I'm starting this thread with a quote from Rob's almost 2-yr old post above. I was just reading about Parthenogenesis in _Sphodromantis viridis_ and _Miomantis_ spp. If anyone is interested in the article it is at http://mantodea.myspecies.info/sites/manto...ust%201996).pdf. Anyone care to share personal experiences?


----------



## Orin (Jul 27, 2008)

In the past I kept generations and huge number of both species and never had an infertile eggcase hatch. I've heard the reports before though I wonder what the real success rate or truth is. (Of course B.borealis, the only natural species to produce this way hatches fine.)


----------



## The_Asa (Jul 27, 2008)

I have kept the species, definitely not as much as Orin or Rob has, but I also have never had an infertile eggcase in any mantis hatch.


----------



## collinchang635 (Aug 13, 2008)

Could a tropidomantid or ant mantid ooth hatch without mating?


----------



## idolomantis (Aug 13, 2008)

I Like Mantis said:


> Could a tropidomantid or ant mantid ooth hatch without mating?


no


----------



## collinchang635 (Aug 14, 2008)

idolomantis said:


> no


   My Tropidomantid laid four ooths alread without mating with a male.


----------



## idolomantis (Aug 14, 2008)

then you have just useless ooths.


----------



## jplelito (Aug 14, 2008)

I do not know about Ant mantids and such. But I do know that _Miomantis_ can reproduce parthenogenetically for many many generations - I have kept a colony in my laboratory of only females, as well as a group which I 'kept' sexual having both males and females.

However there are costs to this. The females dwindle over time, becoming shorter, smaller, and with increasingly variable number of nymphal instars.

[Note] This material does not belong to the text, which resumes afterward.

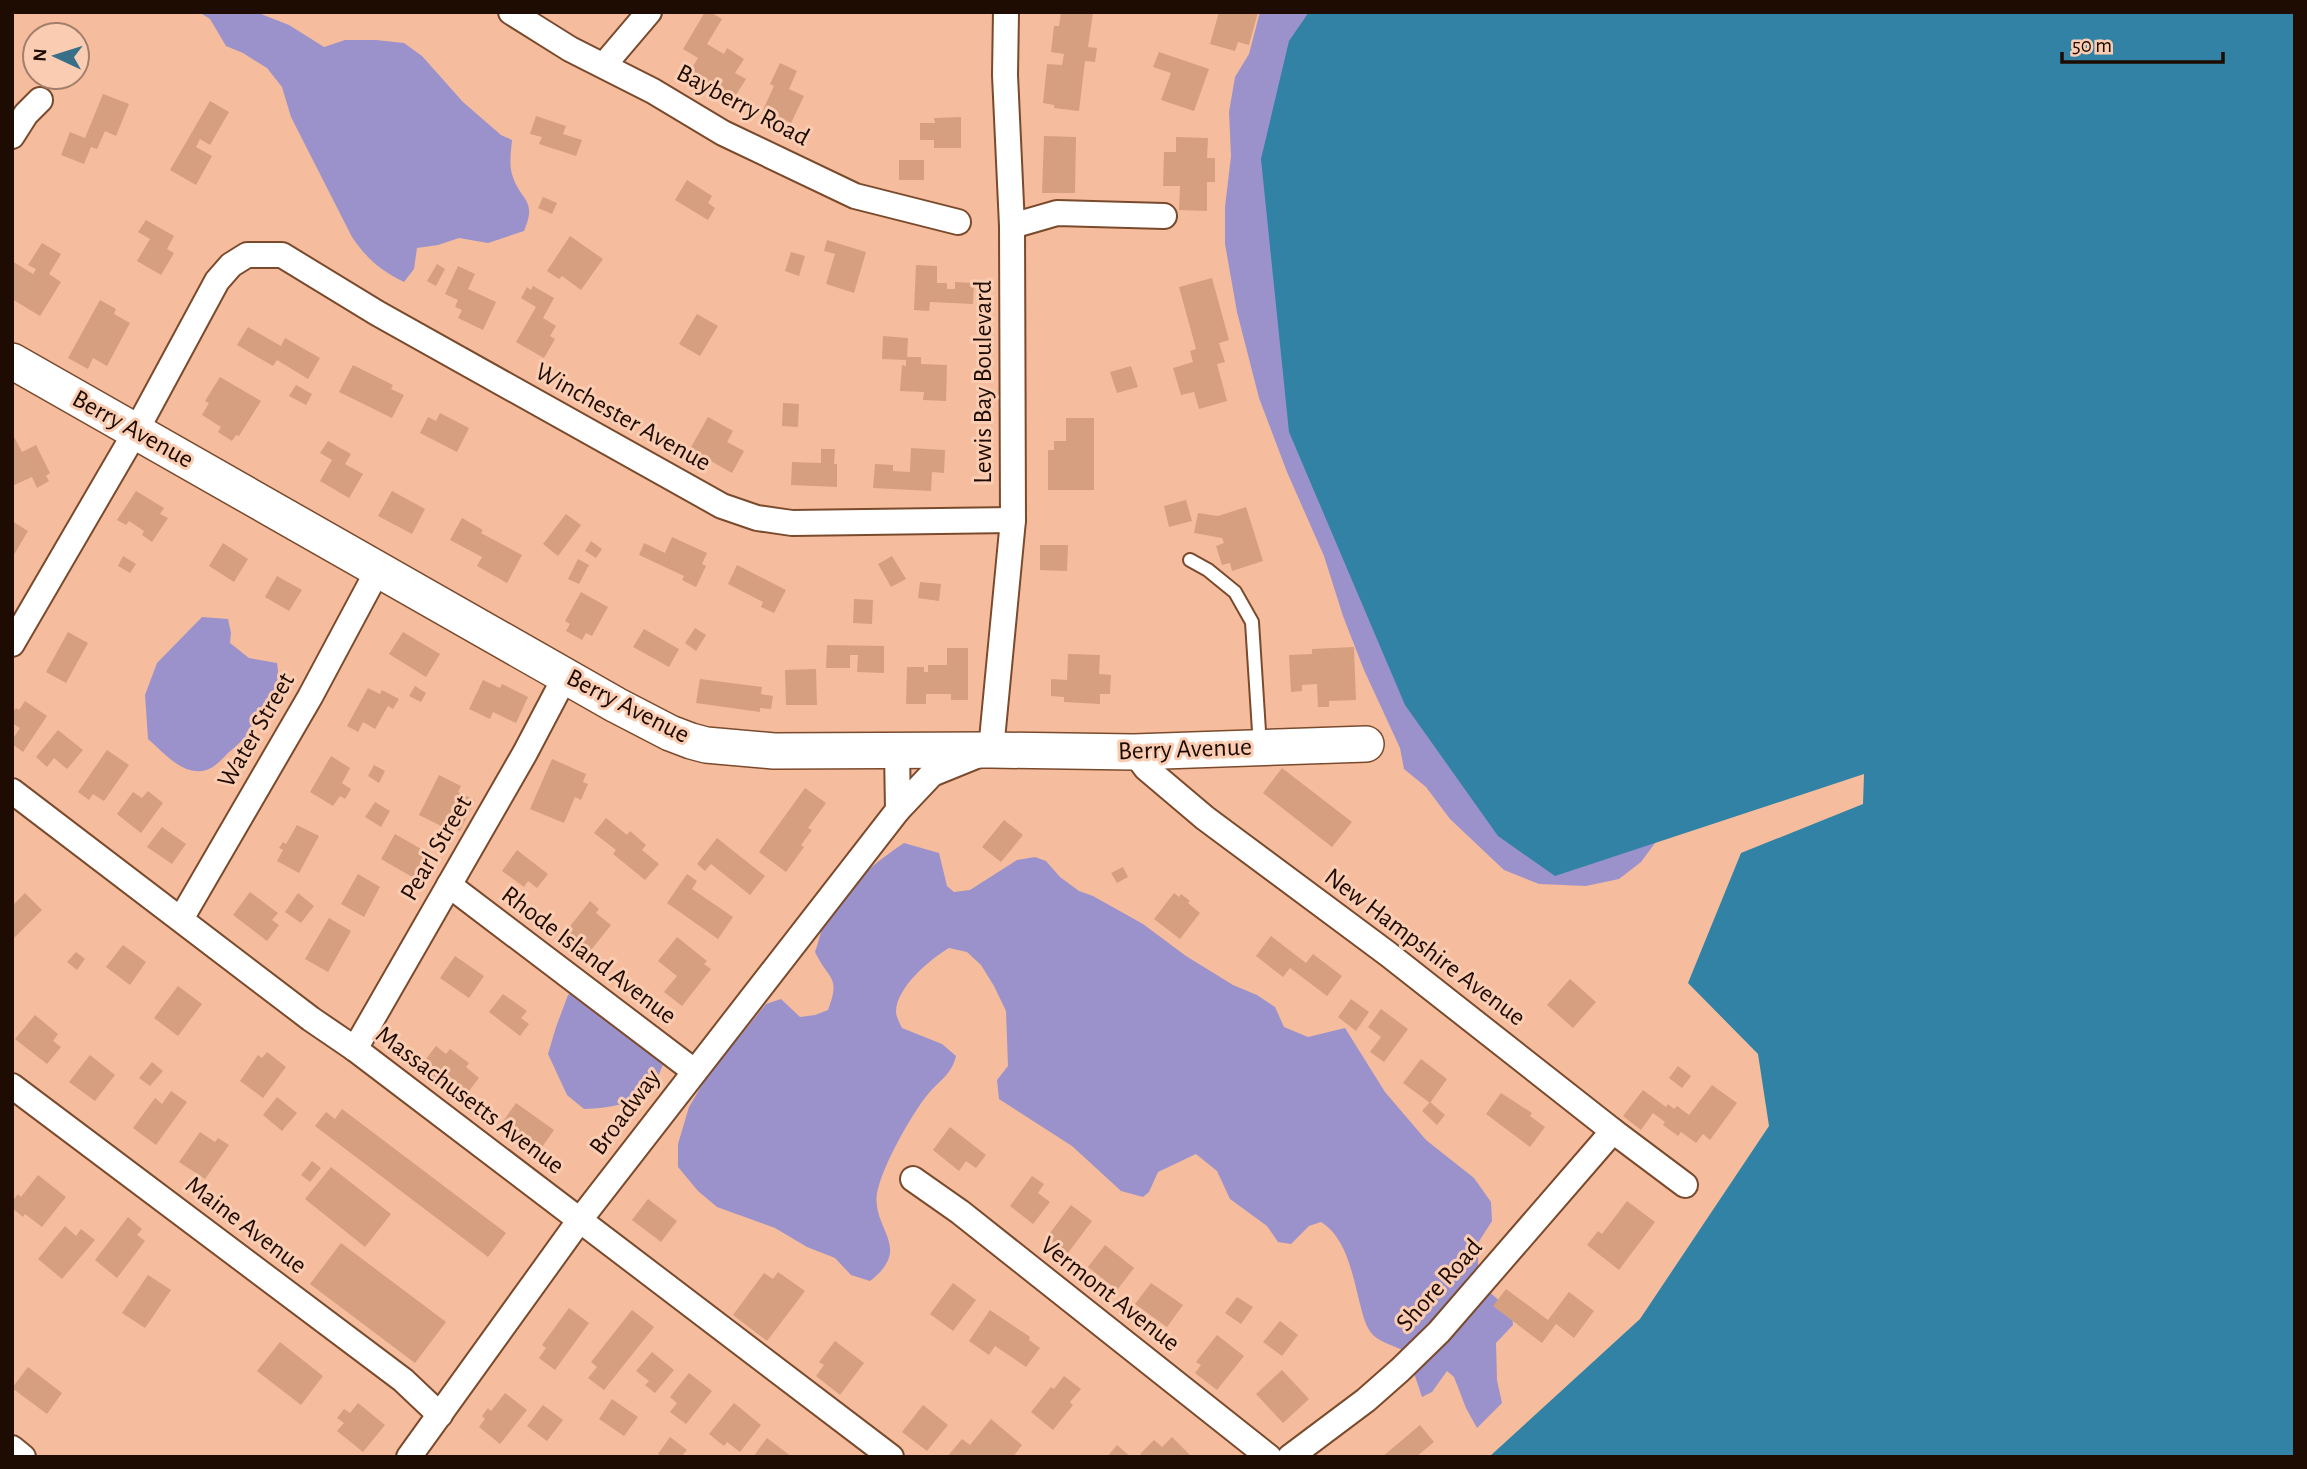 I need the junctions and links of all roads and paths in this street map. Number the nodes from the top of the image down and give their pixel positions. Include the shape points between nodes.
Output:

They make fewer and fewer offspring, too. Crossing them back to normal males is possible but also over time, the resulting fertility gain will get smaller too. I ultimately lost this line in my lab simply due to it becoming too much work to maintain a few very fragile mantids in light of my other graduate work, but some of my last females were the sixth and seventh daughters in line without ever having mated.

If anyone out there has any _Miomantis _I would love to get ahold of some and start this project again, I can probably do some DNA work on them in the future now. In the meantime I will try to get my results out into a journal somewhere so you can all get the whole story. (which of course is too long here).

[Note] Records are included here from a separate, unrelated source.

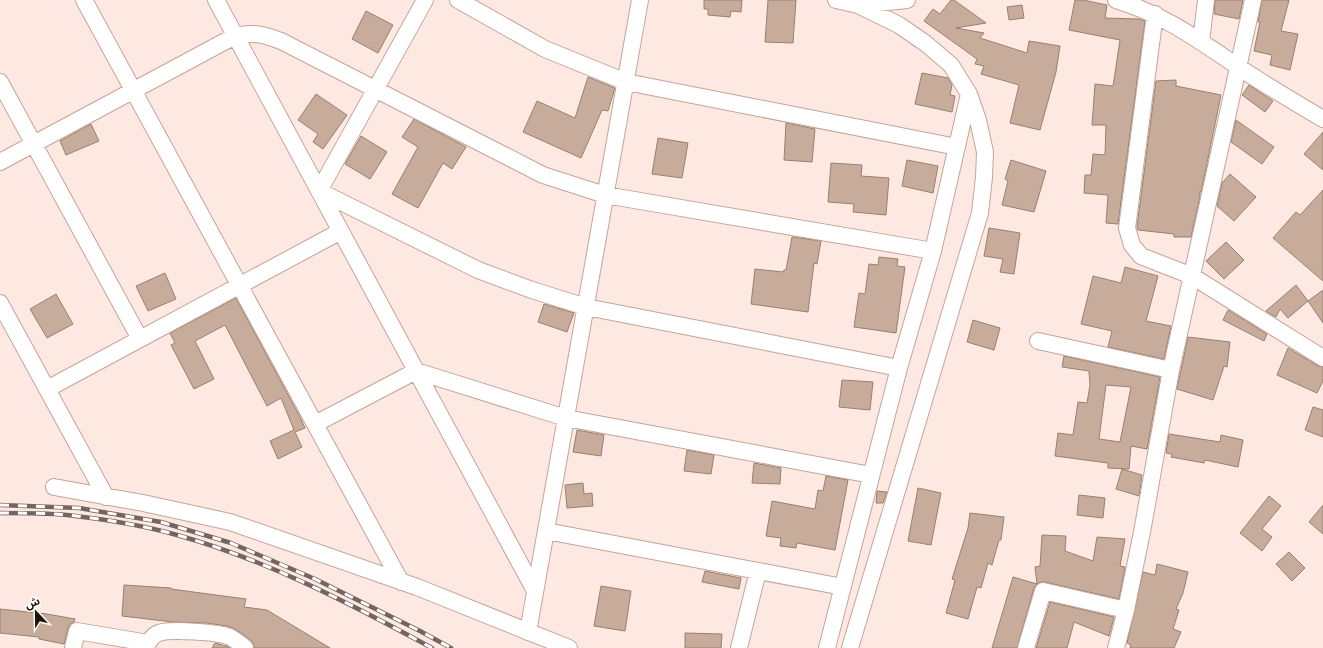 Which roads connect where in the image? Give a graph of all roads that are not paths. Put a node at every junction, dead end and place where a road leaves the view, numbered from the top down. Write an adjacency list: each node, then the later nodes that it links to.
1 (84, 0): 19 (street)
2 (216, 0): 13 (street)
3 (425, 0): 18 (street)
4 (458, 0): 17 (street)
5 (640, 0): 17 (street)
6 (836, 0): 11 (street)
7 (907, 0): 11 (street)
8 (1116, 0): 12 (street)
9 (1206, 0): 14 (street)
10 (1253, 0): 15 (street)
11 (858, 5): 20 (street)
12 (1155, 14): 14 (street); 29 (street)
13 (235, 36): 18 (street); 19 (street); 25 (street)
14 (1201, 42): 15 (street)
15 (1238, 67): 21 (street); 29 (street)
16 (0, 82): 22 (street)
17 (626, 82): 23 (street); 26 (street)
18 (375, 90): 25 (street); 26 (street)
19 (133, 91): 22 (street); 30 (street)
20 (969, 94): 23 (street); 58 (street)
21 (1323, 119)
22 (33, 145): 24 (street); 33 (street)
23 (957, 147): 28 (street)
24 (0, 162)
25 (319, 191): 27 (street); 32 (street)
26 (605, 195): 28 (street); 32 (street)
27 (341, 231): 30 (street); 38 (street)
28 (932, 251): 36 (street)
29 (1192, 276): 35 (street); 37 (street)
30 (239, 285): 33 (street); 41 (street)
31 (0, 303): 39 (street)
32 (586, 307): 36 (street); 40 (street)
33 (140, 339): 39 (street)
34 (1038, 342): 37 (street)
35 (1323, 358)
36 (898, 368): 42 (street)
37 (1171, 370): 50 (street)
38 (416, 371): 40 (street); 41 (street); 49 (street)
39 (47, 389): 44 (street)
40 (566, 418): 42 (street); 45 (street)
41 (315, 424): 47 (street)
42 (871, 475): 48 (street)
43 (54, 487): 44 (street)
44 (106, 497): 47 (street)
45 (546, 531): 46 (street); 49 (street)
46 (758, 571): 48 (street); 56 (street)
47 (401, 582): 51 (street)
48 (843, 587): 57 (street)
49 (536, 591): 51 (street)
50 (1126, 610): 59 (street); 60 (street)
51 (528, 632): 55 (street)
52 (147, 645): 53 (street); 54 (street)
53 (73, 648)
54 (245, 648)
55 (568, 648)
56 (739, 648)
57 (827, 648)
58 (850, 648)
59 (1026, 648)
60 (1116, 648)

Just so that everyone does not go crazy about this, though - I have tried it with many other mantid species and it does not work, or works only very rarely. I can confirm that _Mantis religiosa_ also does this, but only three times and none of them ever made it to adulthood (actually, none made it successfully through the first molt! (The parents were females I reared myself, kept separate from males, etc.) Besides the parthenogenetic offspring are inherently more fussy to rear and really - who needs a FUSSIER _Mantis religiosa_ or _Tenodera_?! (_Tenodera_ also does not reproduce without mating in my experience). Even in _Miomantis_ there are problems - some females born from females who did not mate cannot themselves reproduce without mating - and most of the females produced from a normal sexual cross cannot reproduce without mating either. I suspect it is either inherent/recessive in only some individuals or there is some other trigger I have yet to figure out.

What else have others seen with regards to this? I am curious especially from the admins and such who have been rearing mantids for a long time.


----------



## mrblue (Aug 14, 2008)

thats really fascinating, thanks for sharing. i have never kept any species that are known to produce this way so have never experienced it.


----------



## Meiji (Aug 14, 2008)

jplelito said:


> I do not know about Ant mantids and such. But I do know that _Miomantis_ can reproduce parthenogenetically for many many generations - I have kept a colony in my laboratory of only females, as well as a group which I 'kept' sexual having both males and females. However there are costs to this. The females dwindle over time, becoming shorter, smaller, and with increasingly variable number of nymphal instars. They make fewer and fewer offspring, too. Crossing them back to normal males is possible but also over time, the resulting fertility gain will get smaller too. I ultimately lost this line in my lab simply due to it becoming too much work to maintain a few very fragile mantids in light of my other graduate work, but some of my last females were the sixth and seventh daughters in line without ever having mated.
> 
> If anyone out there has any _Miomantis _I would love to get ahold of some and start this project again, I can probably do some DNA work on them in the future now. In the meantime I will try to get my results out into a journal somewhere so you can all get the whole story. (which of course is too long here).
> 
> ...


Thanks for sharing this cutting-edge mantis info.


----------



## collinchang635 (Aug 14, 2008)

What is a Miomantis? How aggessive is it and how big does it grow until?


----------



## mantidsandgeckos (Aug 15, 2008)

Miomantis is a small mantis.Common name is egyptian mantis


----------